Never mind the fact, have you seen these PSAs on TV, black family after black family going to national parks, have you seen these? Well, I don't know how recent they are, but there's been a whole campaign of African-Americans going to theme parks, national parks. The reason for those PSAs to promote government-owned land, leftist PSAs and they're designed to show wards of the state visiting government-owned lands, how great government is, how beautiful government can make things. And they've used a lot of black families, actors in these PSAs, so that's why this story's kind of odd.
"The origin of the bizarre racist lynching theory of national parks appears to be Carolyn Finney. Finney was an actress noted for, apparently, little more than an appearance in The Nutt House. Then she became a cause célèbre for race activists when she was denied tenure by Berkeley’s Department of Environmental Science, Policy, and Management because her work didn’t meet academic standards."
So she didn't get tenure at Berkeley. She was fit to be tied. She's angry. She blamed racism for that, as did her supporters.
"These days she’s a diversity advisor to the US National Parks Advisory Board. What wasn’t good enough for UC Berkeley is good enough for national parks. She is also the author of Black Faces, White Spaces.
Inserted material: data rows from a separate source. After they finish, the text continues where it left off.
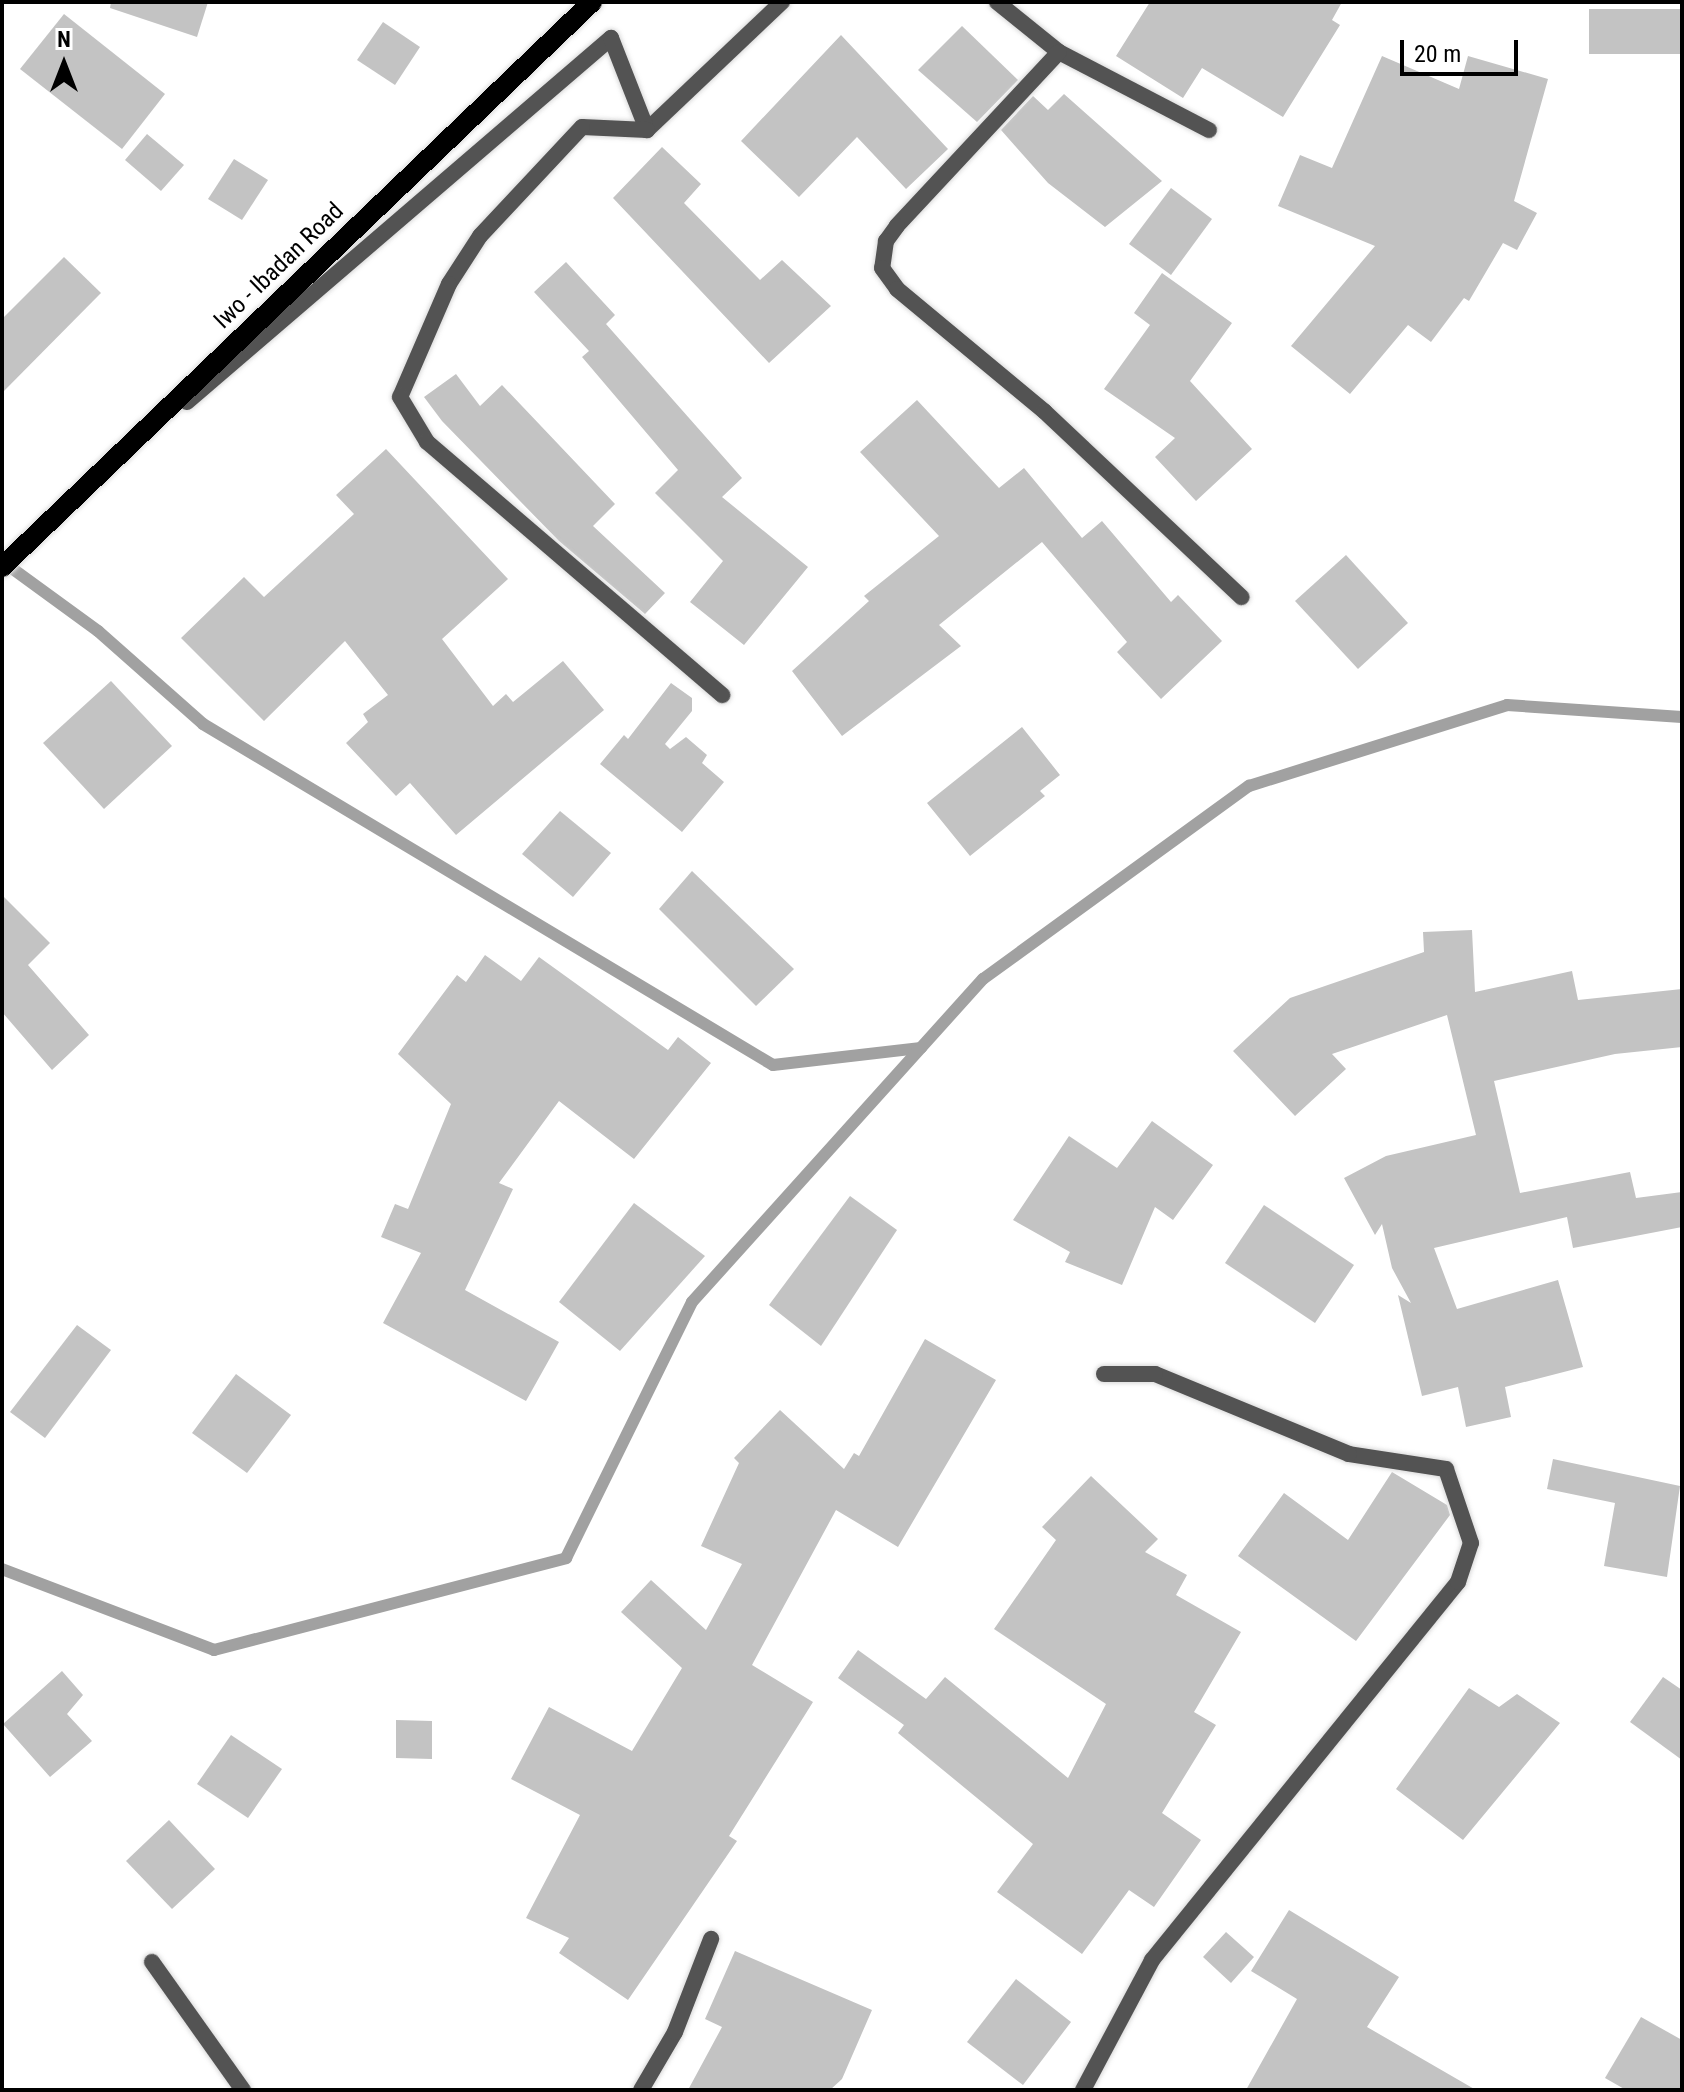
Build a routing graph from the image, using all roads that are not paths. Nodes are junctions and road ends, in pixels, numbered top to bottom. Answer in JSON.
{"nodes":[{"id":1,"x":592,"y":2,"type":"edge"},
{"id":2,"x":782,"y":2,"type":"edge"},
{"id":3,"x":997,"y":2,"type":"edge"},
{"id":4,"x":1059,"y":52,"type":"junction"},
{"id":5,"x":647,"y":130,"type":"junction"},
{"id":6,"x":1209,"y":130,"type":"dead end"},
{"id":7,"x":64,"y":508,"type":"junction"},
{"id":8,"x":2,"y":567,"type":"edge"},
{"id":9,"x":1241,"y":597,"type":"dead end"},
{"id":10,"x":722,"y":695,"type":"dead end"},
{"id":11,"x":1104,"y":1374,"type":"dead end"},
{"id":12,"x":711,"y":1939,"type":"dead end"},
{"id":13,"x":152,"y":1962,"type":"dead end"},
{"id":14,"x":1087,"y":2088,"type":"edge"},
{"id":15,"x":243,"y":2090,"type":"edge"},
{"id":16,"x":641,"y":2090,"type":"edge"}],
"edges":[{"from":1,"to":7,"type":"main road","name":"Iwo - Ibadan Road"},
{"from":2,"to":5,"type":"street"},
{"from":3,"to":4,"type":"street"},
{"from":4,"to":6,"type":"street"},
{"from":4,"to":9,"type":"street"},
{"from":5,"to":7,"type":"street"},
{"from":5,"to":10,"type":"street"},
{"from":7,"to":8,"type":"main road","name":"Iwo - Ibadan Road"},
{"from":11,"to":14,"type":"street"},
{"from":12,"to":16,"type":"street"},
{"from":13,"to":15,"type":"street"}]}
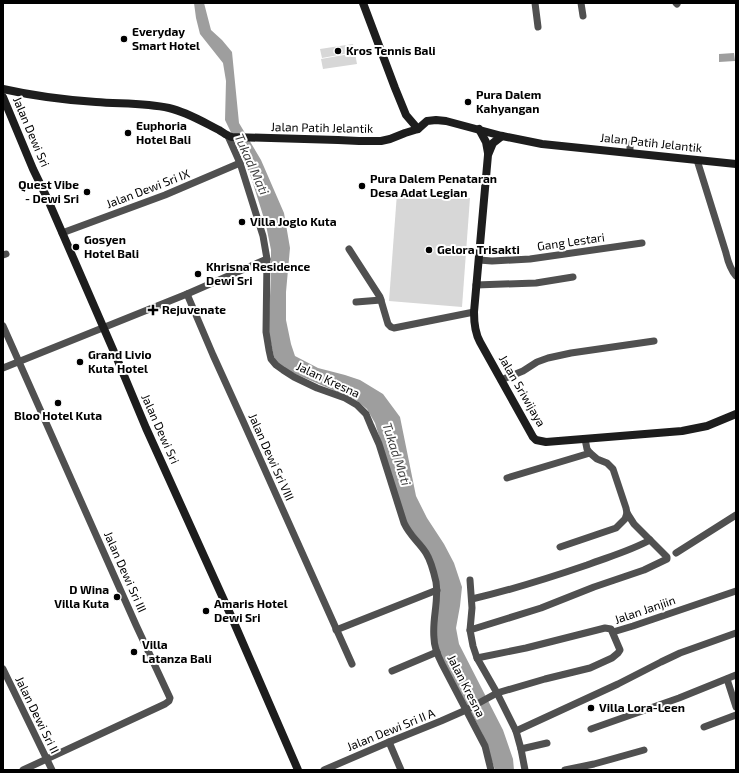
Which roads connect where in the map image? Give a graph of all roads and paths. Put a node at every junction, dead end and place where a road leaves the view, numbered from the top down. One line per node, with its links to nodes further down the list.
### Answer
1 (363, 3): 9 (street)
2 (535, 3): 5 (street)
3 (580, 3): 4 (street)
4 (583, 16)
5 (538, 26)
6 (3, 89): 7 (street, Jalan Patih Jelantik)
7 (12, 91): 8 (street); 12 (street, Jalan Patih Jelantik)
8 (4, 98): 19 (street, Jalan Dewi Sri)
9 (418, 128): 10 (street, Jalan Patih Jelantik); 12 (street, Jalan Patih Jelantik)
10 (479, 130): 11 (street, Jalan Patih Jelantik); 15 (street, Jalan Sriwijaya)
11 (502, 136): 14 (street, Jalan Patih Jelantik); 15 (street, Jalan Sriwijaya)
12 (230, 137): 17 (street, Jalan Kresna)
13 (630, 144): 14 (street)
14 (630, 153): 16 (street, Jalan Patih Jelantik)
15 (488, 155): 23 (street, Jalan Sriwijaya)
16 (697, 160): 18 (street, Jalan Patih Jelantik); 24 (street)
17 (240, 163): 19 (street, Jalan Dewi Sri IX); 22 (street, Jalan Kresna)
18 (736, 164)
19 (62, 233): 32 (street, Jalan Dewi Sri)
20 (642, 243): 23 (street, Gang Lestari)
21 (349, 249): 28 (street)
22 (267, 259): 27 (street); 47 (street, Jalan Kresna)
23 (479, 260): 26 (street, Jalan Sriwijaya)
24 (736, 276)
25 (574, 277): 26 (street)
26 (476, 285): 30 (street, Jalan Sriwijaya)
27 (188, 294): 32 (street); 50 (street, Jalan Dewi Sri VIII)
28 (381, 300): 29 (street); 30 (street)
29 (356, 302)
30 (474, 312): 36 (street, Jalan Sriwijaya)
31 (3, 326): 34 (street, Jalan Dewi Sri III)
32 (103, 327): 34 (street); 75 (street, Jalan Dewi Sri)
33 (654, 341): 36 (street)
34 (19, 361): 35 (street); 72 (street, Jalan Dewi Sri III)
35 (3, 368)
36 (501, 380): 38 (street, Jalan Sriwijaya)
37 (736, 414): 38 (street, Jalan Sriwijaya)
38 (585, 439): 39 (street)
39 (590, 453): 40 (street); 41 (street)
40 (507, 478)
41 (627, 513): 43 (street); 44 (street)
42 (736, 515): 45 (street)
43 (650, 540): 49 (street); 51 (street)
44 (560, 547)
45 (676, 553)
46 (470, 580): 49 (street)
47 (437, 590): 50 (street); 54 (street, Jalan Kresna)
48 (736, 591): 52 (street, Jalan Janjiin)
49 (472, 600): 51 (street)
50 (336, 630): 56 (street, Jalan Dewi Sri VIII)
51 (470, 630): 55 (street)
52 (613, 632): 55 (street); 61 (street, Jalan Janjiin)
53 (736, 633): 67 (street)
54 (437, 652): 58 (street); 63 (street, Jalan Kresna)
55 (477, 658): 61 (street)
56 (352, 664)
57 (3, 669): 72 (street, Jalan Dewi Sri II)
58 (392, 671)
59 (736, 675): 60 (street)
60 (727, 679): 62 (street); 66 (street)
61 (496, 694): 63 (street, Jalan Dewi Sri II A); 67 (street)
62 (736, 707)
63 (467, 709): 68 (street, Jalan Dewi Sri II A); 78 (street, Jalan Kresna)
64 (736, 715): 65 (street)
65 (704, 727)
66 (591, 729)
67 (516, 731): 70 (street)
68 (389, 742): 76 (street, Jalan Dewi Sri II A); 77 (street)
69 (547, 743): 70 (street)
70 (521, 749): 79 (street)
71 (644, 750): 80 (street)
72 (46, 759): 73 (street); 74 (street, Jalan Dewi Sri II)
73 (23, 770)
74 (52, 770)
75 (298, 770)
76 (324, 770)
77 (401, 770)
78 (491, 770)
79 (525, 770)
80 (565, 770)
In it she claims that 'oppression and violence against black people in forests and other green spaces can translate into contemporary understandings that constrain African-American environmental understandings.'"
That's gobbledygook. That's leftist. She's attempting to be an intellectual with that collection and assembly of words. But it's basically this former actress and professor denied tenure at Berkeley who claims that trees are seen as racist in national parks because it reminds African-Americans of their ancestors being lynched.